The records must be retyped exactly, with no pictures included.
:: Materials provided ::
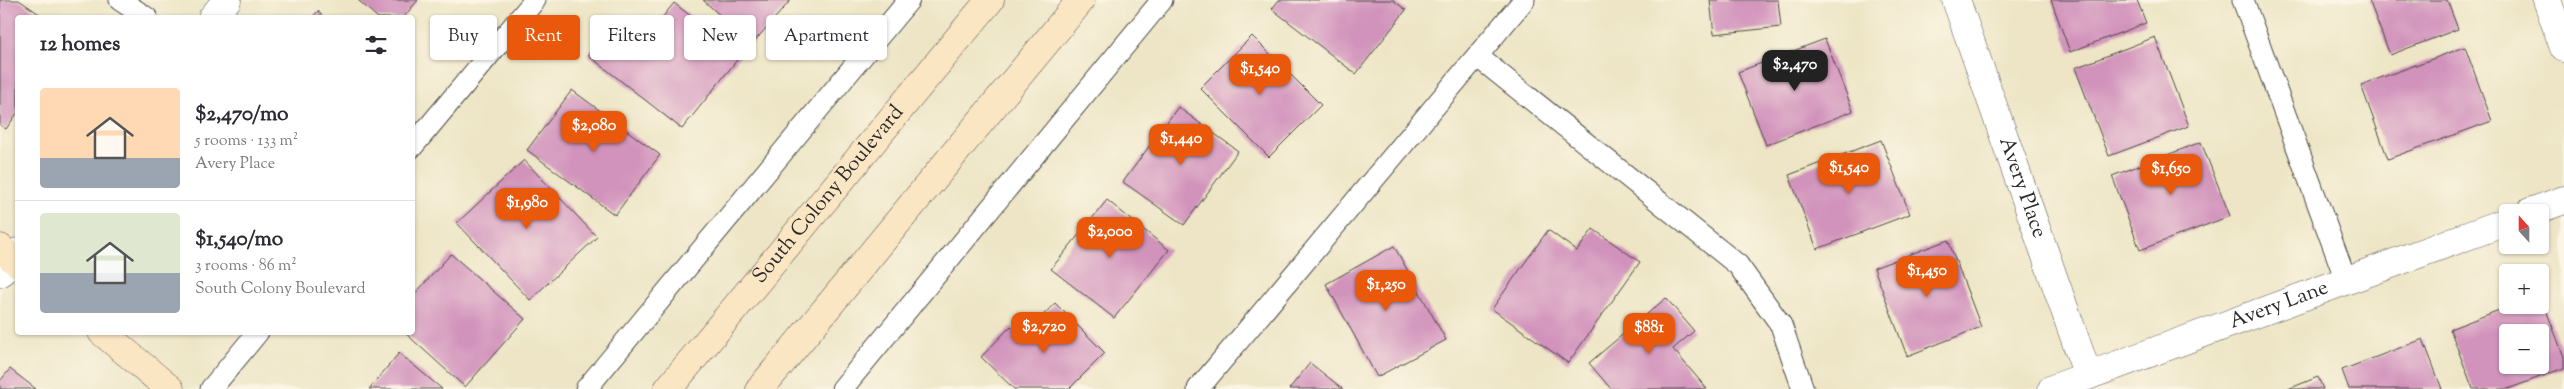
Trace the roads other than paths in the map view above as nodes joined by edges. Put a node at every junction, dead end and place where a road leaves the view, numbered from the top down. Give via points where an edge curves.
1 (120, 0) edge
2 (227, 0) edge
3 (535, 0) edge
4 (909, 0) edge
5 (990, 0) edge
6 (1081, 0) edge
7 (1162, 0) edge
8 (1524, 0) edge
9 (1956, 0) edge
10 (2243, 0) edge
11 (2547, 0) edge
12 (142, 15) edge
13 (214, 15) edge
14 (2564, 48) edge
15 (1478, 56) junction
16 (415, 143) edge
17 (2564, 200) edge
18 (2549, 205) edge
19 (2499, 224) edge
20 (2346, 280) junction
21 (106, 335) edge
22 (256, 335) edge
23 (2088, 376) junction
24 (170, 389) edge
25 (211, 389) edge
26 (586, 389) edge
27 (668, 389) edge
28 (760, 389) edge
29 (842, 389) edge
30 (1198, 389) edge
31 (1802, 389) edge
32 (2052, 389) edge

1 - 12 lane
2 - 13 street
3 - 16 lane
4 - 26 lane
5 - 27 main road, South Colony Boulevard
6 - 28 main road
7 - 29 lane
8 - 15 lane
9 - 23 street, Avery Place
10 - 20 lane
11 - 14 street
15 - 30 lane
15 - 31 lane via 1738,265 1780,326
17 - 18 street
19 - 20 street, Avery Lane
20 - 23 street, Avery Lane
21 - 24 main road
22 - 25 lane
23 - 32 street, Avery Lane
:::
■ **Task response**:
Trace the roads other than paths in the map view above as nodes joined by edges. Put a node at every junction, dead end and place where a road leaves the view, numbered from the top down. Give via points where an edge curves.
1 (120, 0) edge
2 (227, 0) edge
3 (535, 0) edge
4 (909, 0) edge
5 (990, 0) edge
6 (1081, 0) edge
7 (1162, 0) edge
8 (1524, 0) edge
9 (1956, 0) edge
10 (2243, 0) edge
11 (2547, 0) edge
12 (142, 15) edge
13 (214, 15) edge
14 (2564, 48) edge
15 (1478, 56) junction
16 (415, 143) edge
17 (2564, 200) edge
18 (2549, 205) edge
19 (2499, 224) edge
20 (2346, 280) junction
21 (106, 335) edge
22 (256, 335) edge
23 (2088, 376) junction
24 (170, 389) edge
25 (211, 389) edge
26 (586, 389) edge
27 (668, 389) edge
28 (760, 389) edge
29 (842, 389) edge
30 (1198, 389) edge
31 (1802, 389) edge
32 (2052, 389) edge

1 - 12 lane
2 - 13 street
3 - 16 lane
4 - 26 lane
5 - 27 main road, South Colony Boulevard
6 - 28 main road
7 - 29 lane
8 - 15 lane
9 - 23 street, Avery Place
10 - 20 lane
11 - 14 street
15 - 30 lane
15 - 31 lane via 1738,265 1780,326
17 - 18 street
19 - 20 street, Avery Lane
20 - 23 street, Avery Lane
21 - 24 main road
22 - 25 lane
23 - 32 street, Avery Lane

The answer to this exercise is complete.